Hmm I don't know - I agree with you on the 3E issue but just abilities as relevance... I'm used to TDE and WoD in which there are skills and one can start high in these (in WoD easily at maximum in one skill, in TDE you start at least as a professional if you are one)
I was under the impression that there was a royal decree that all able-bodied men would practice archery, which is as close as you can get to real-life enforcement of a bonus weapon proficiency. And, if you practice archery, you will develop better hand-eye coordination than if you did not - so that makes sense for them to get +Dex on a national level.
I'm not that versed on the background but really everyone? Every peasant? If so, yeah, replace the english archers with another nation with speciality like ancient greek pikemen. The thing about nature and nurture stays - does a bonus represent a nature (genes) or a nurture (culture in this context)? Imho it shouldn't do both since again, there are exceptions
If the rules exist only to represent heroes and champions, then I have zero interest whatsoever in playing that game. This was a major issue with 4E which alienated 3E players. Personally, I would say that it was the reason why I have no interest in that game - because that assumption was so fundamental and pervasive that it became unfeasible to correct it with house rules.

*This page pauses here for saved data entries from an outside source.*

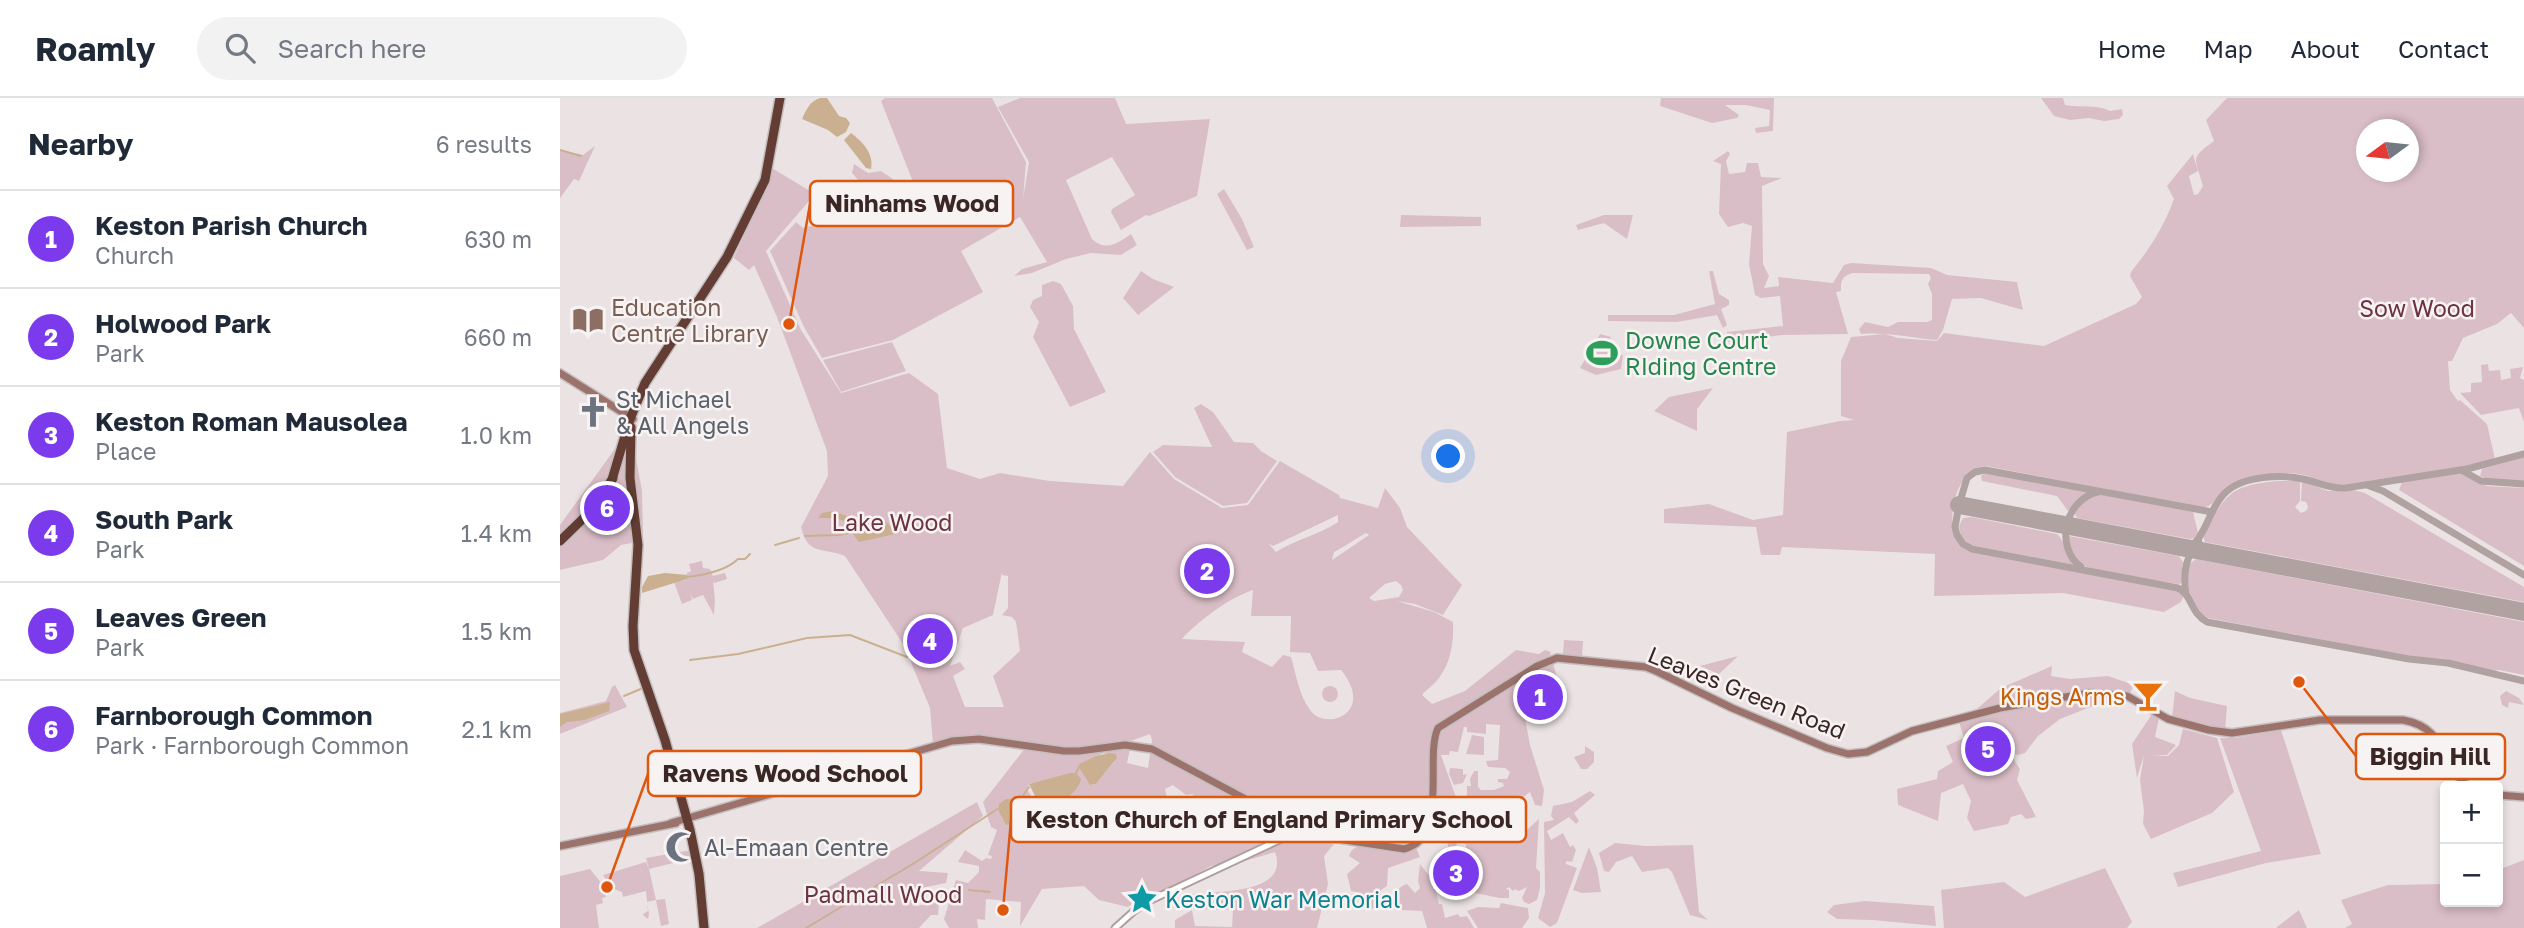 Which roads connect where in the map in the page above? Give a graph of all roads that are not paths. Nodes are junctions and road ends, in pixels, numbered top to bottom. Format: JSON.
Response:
{"nodes":[{"id":1,"x":780,"y":98,"type":"edge"},
{"id":2,"x":560,"y":373,"type":"edge"},
{"id":3,"x":628,"y":423,"type":"junction"},
{"id":4,"x":624,"y":464,"type":"junction"},
{"id":5,"x":560,"y":541,"type":"edge"},
{"id":6,"x":2463,"y":781,"type":"edge"},
{"id":7,"x":2503,"y":795,"type":"edge"},
{"id":8,"x":2524,"y":797,"type":"edge"},
{"id":9,"x":686,"y":819,"type":"junction"},
{"id":10,"x":1295,"y":831,"type":"junction"},
{"id":11,"x":560,"y":846,"type":"edge"},
{"id":12,"x":704,"y":928,"type":"edge"},
{"id":13,"x":1115,"y":928,"type":"edge"}],
"edges":[{"from":1,"to":3,"type":"highway"},
{"from":2,"to":3,"type":"main road"},
{"from":3,"to":4,"type":"highway"},
{"from":4,"to":5,"type":"highway"},
{"from":4,"to":9,"type":"highway"},
{"from":6,"to":10,"type":"main road","name":"Leaves Green Road"},
{"from":7,"to":8,"type":"main road"},
{"from":9,"to":10,"type":"main road"},
{"from":9,"to":11,"type":"main road"},
{"from":9,"to":12,"type":"highway"},
{"from":10,"to":13,"type":"main road"}]}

D&D tends to be high fantasy but yeah, I somewhat prefer low fantasy. As for 4E, wasn't my issue with it. But ok, let's scale that down. Let's talk about Panache, the little something that separates legends from common men. People who are not really much smarter or stronger but driven by something. In low fantasy, that's what makes a hero. Again, the person is an exception who does not simply take the part he is assumed to. In essence: Strong-willed people that become low fantasy heroes tend to be different somewhat by definition (not quite since they do not have to be in any case)
So the world is comprised two realities: the map, and the territory. The territory is everything that actually exists - your brain cells, muscle tissue, etc; the map is how you view that reality - your ability to lift weight, your ability to solve problems, etc. The map of you can be written as a character sheet with some very large number of stats on it, and the more individual stats you write down, the more accurately that map will conform to the territory. You have stats, which correspond to the objective reality.

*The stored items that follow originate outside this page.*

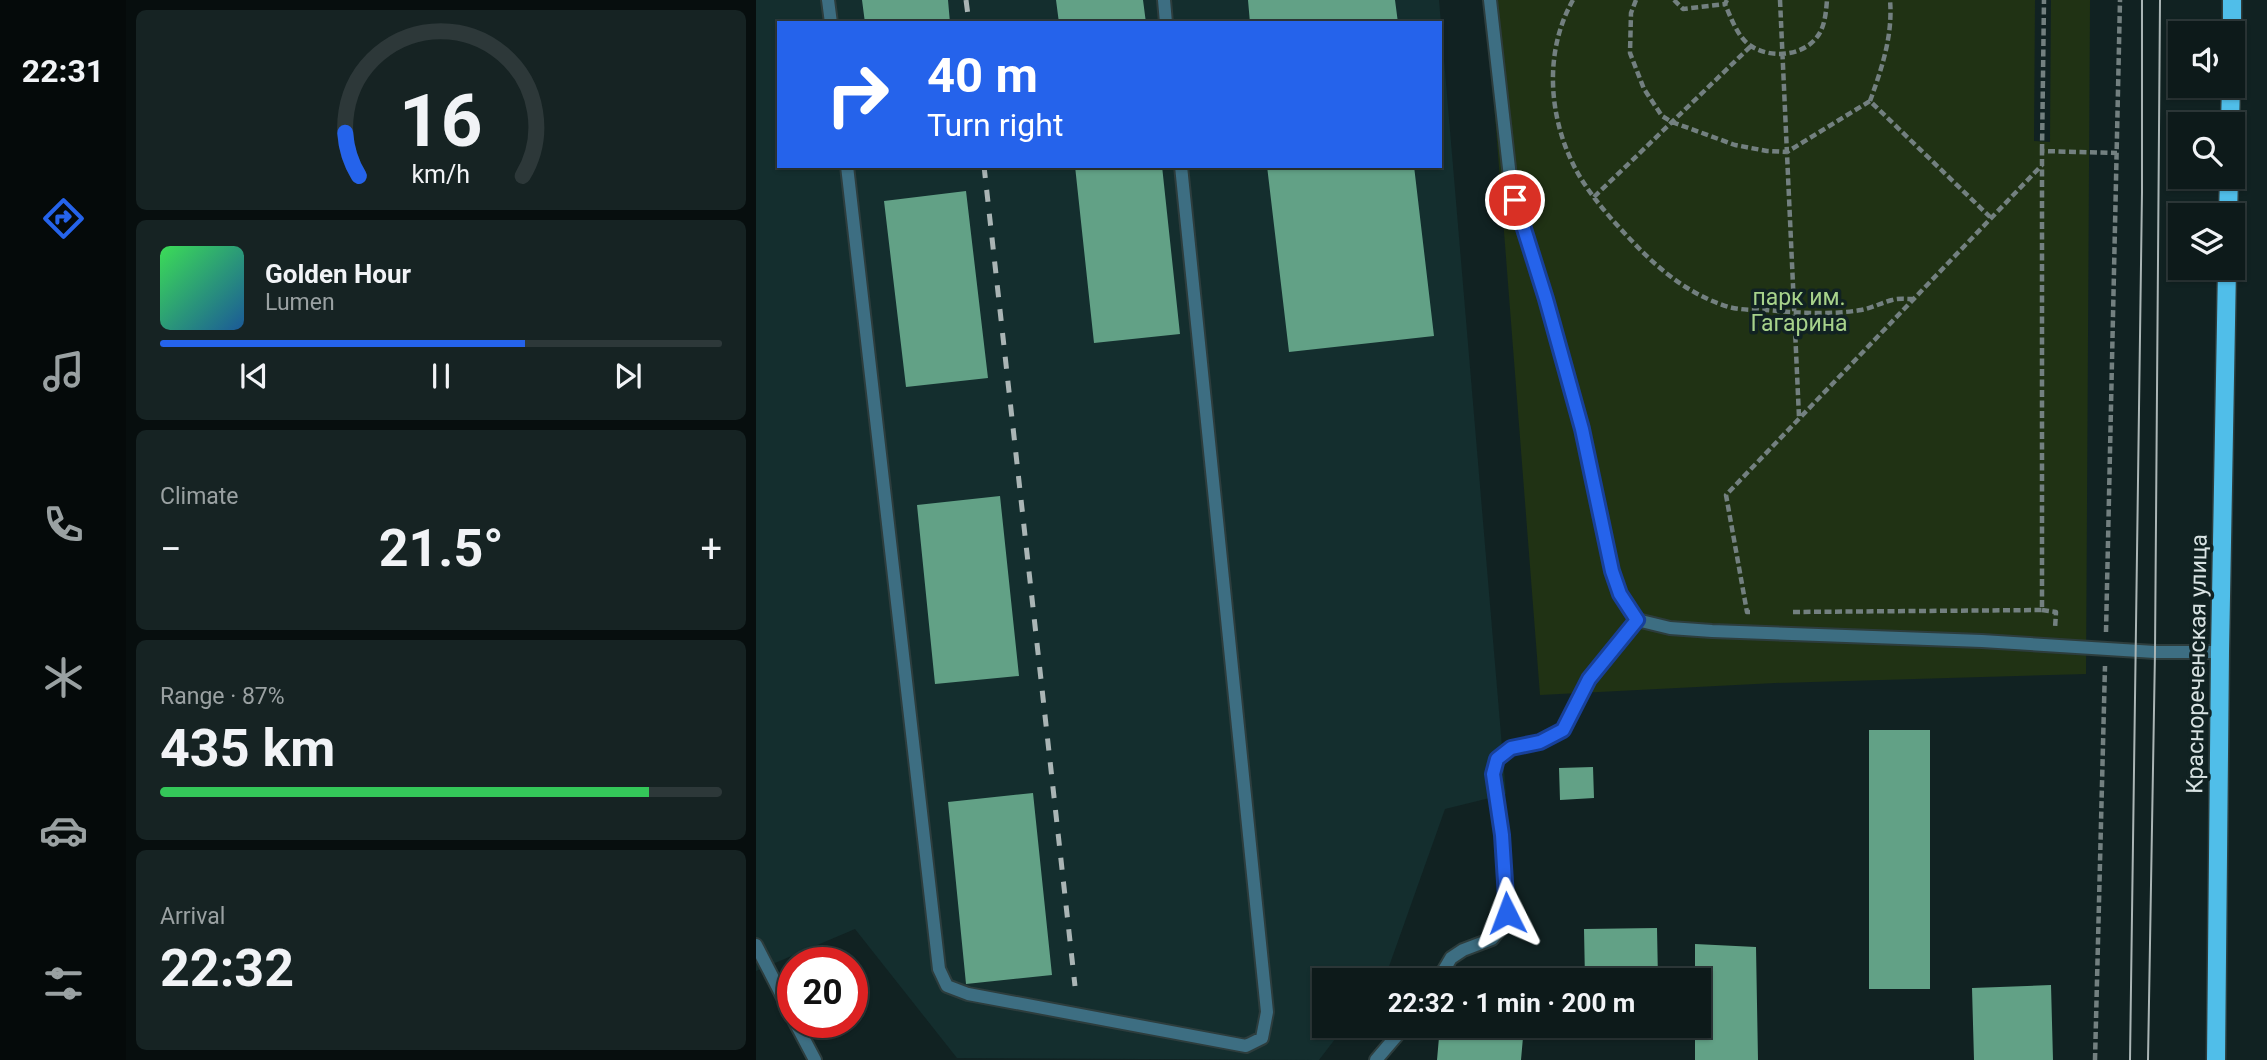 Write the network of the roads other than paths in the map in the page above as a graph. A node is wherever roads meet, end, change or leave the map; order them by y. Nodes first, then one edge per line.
1 (828, 0) edge
2 (1164, 0) edge
3 (1490, 0) edge
4 (2232, 0) edge
5 (831, 21) edge
6 (1166, 21) edge
7 (2232, 21) edge
8 (847, 168) edge
9 (1181, 168) edge
10 (2227, 280) edge
11 (1637, 620) junction
12 (2220, 652) junction
13 (756, 945) edge
14 (1445, 968) edge
15 (777, 986) edge
16 (803, 1038) edge
17 (1395, 1038) edge
18 (815, 1060) edge
19 (1376, 1060) edge
20 (2216, 1060) edge

1 - 5 lane
2 - 6 lane
3 - 11 lane
4 - 7 main road
8 - 9 lane
10 - 12 main road, Краснореченская улица
11 - 12 lane
11 - 14 lane
12 - 20 main road, Краснореченская улица
13 - 15 lane
16 - 18 lane
17 - 19 lane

K, got your concept. So let's go back to NPCs using the same stats but different rules than PCs that you objected to. Let's pick a situation with NPC characters that defend a town. Apply PCs rules and stats and maybe a week later the siege is resolved with dice. Bundle them as mobs or use entirely different rules (let's say the rules of a tabletop) and only go back to normal rules when the PCs are concerned directly and it can be done in an evening. Basically, at this point we haven't changed what you call territory but what kind of mapping we use for convenience. I see no reason why the DM might not say "I don't care about stats, I describe how they fire some encouter abilities without thinking if it represents the usual AEDU-system" - the AEDU-system and any other system is not territory after all but a crude map at best (I'd say that a mage can choose to levitate while studying without having a corresponding power or stat or rule - as long as it doesn't hurt any balance or logic, style stuff should go freely. In your terms, it's simply something our current map is not representing yet.)